Heather Iris Galt-Mcloughlin is a lover of men. Her work sees her ride around council estates photographing visual representations, as often stereotyped in contemporary culture, of the masculine working-class. Garage doors, satellite dishes and learner plate-clad mopeds are captured, without interference, creating social portraits of a marginalised sub-section of the male population. Speaking of her practice she says, “I have no balls to ask for a photo of these lads I love, so I photograph everything that builds my understanding of working-class masculinity and what it means to be a man in today's society”.

For Galt-Mcloughlin’s degree show, she asked 21 volunteers, many of whom didn’t know much about the representation she feels her work holds, to respond to a single photograph with a piece of writing. The results, 10 of which are featured below, are a fascinating mix of art theory and personal recollections.
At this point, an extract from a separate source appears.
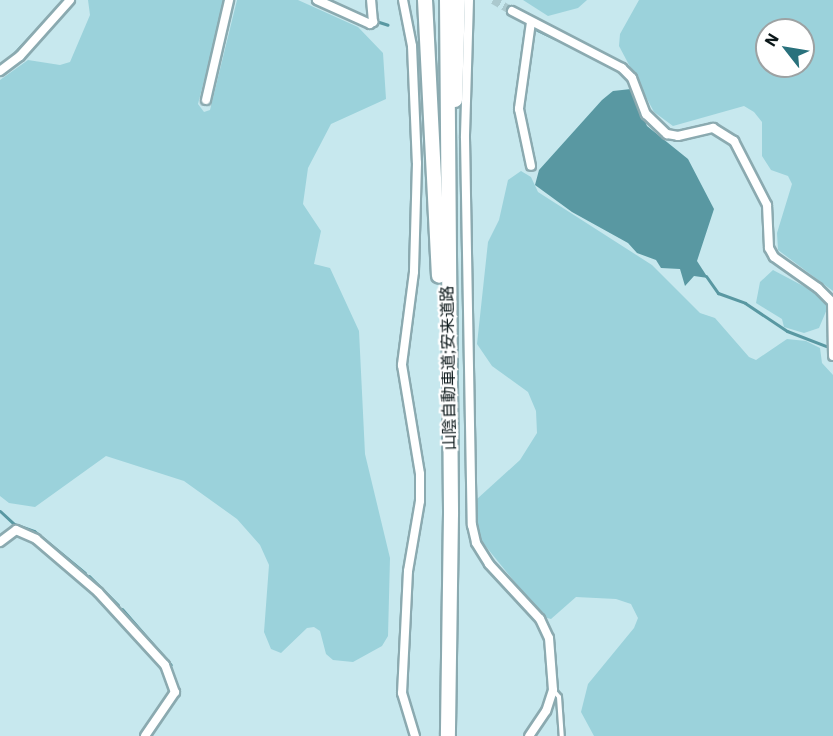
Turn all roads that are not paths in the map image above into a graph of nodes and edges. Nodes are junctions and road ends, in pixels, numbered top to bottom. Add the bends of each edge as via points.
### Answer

HANNAH POTHECARY – EASTON ESTATE

‘How can we expect art to compete with real life?’ said Joseph Kosuth.
The built environment is an outgrowth of social form and here we stare voyeuristically.
The human reaction to art is important as it strips away any distinction of hierarchy.
The critic does not know more than you.
A photograph like this is a description of a reality, it is a simple diminution of aesthetics not designed or engineered to please.
I don’t know how I truly feel. I know I feel confronted. I feel privileged and silly.
These are lives being lived, a habitat of people that I do not know and I am viewing them as an artwork. Is this reductive of our society or a tribute to it?

NICK COWEN – GARAGE/TOWER

Whoever parks a car in a garage these days? No evidence of vehicular use and the honeysuckle or ivy is creeping in. Most garages are full of junk or on rare occasions a car that is waiting - waiting for something to be done to it. The longer it waits the less chance it has of re-joining the race and the more it seizes up and it's perishable components perish. Does it contain somebody's dream or is it just another garage full of crap?

DEIRDRE CANAVAN – CARAVAN

I occupy a corner of every world I enter. A pick up here, a set down there. Some of the others don’t get on with us. I can see it in their contemptuous gaze, their ‘knowing’ looks, not making their decisions on who we are, but rather what we are. An unsavoury breed in their eyes. Our portable paradise is nothing more than an eyesore, an inconvenience to their tried and tested ideas about living. They don’t like what they can’t understand. But I don’t understand them. Why would I want to stay stuck in one immobile box for the rest of my days? Stuck in the same dreary place with the same dreary people. No, I like my way better. Much better. I am rootless, free from the shackles of place. I am without burden, without anchor, without onus. To be is to wander. Our nomadic existence grants us the freedom to go wherever we want to go, to be whoever we want to be. But sure why would we want to be anyone but ourselves? Sure we’re grand just the way we are.

DEAN ROGERS – DIRT BIKE

As ended, the repetitive drone of the noisy bike's engine, only to be replaced with the bustle of an active council estate. He wouldn't be the first outsider within the estate today, and defiantly wouldn't be the last. There was schedule to meet.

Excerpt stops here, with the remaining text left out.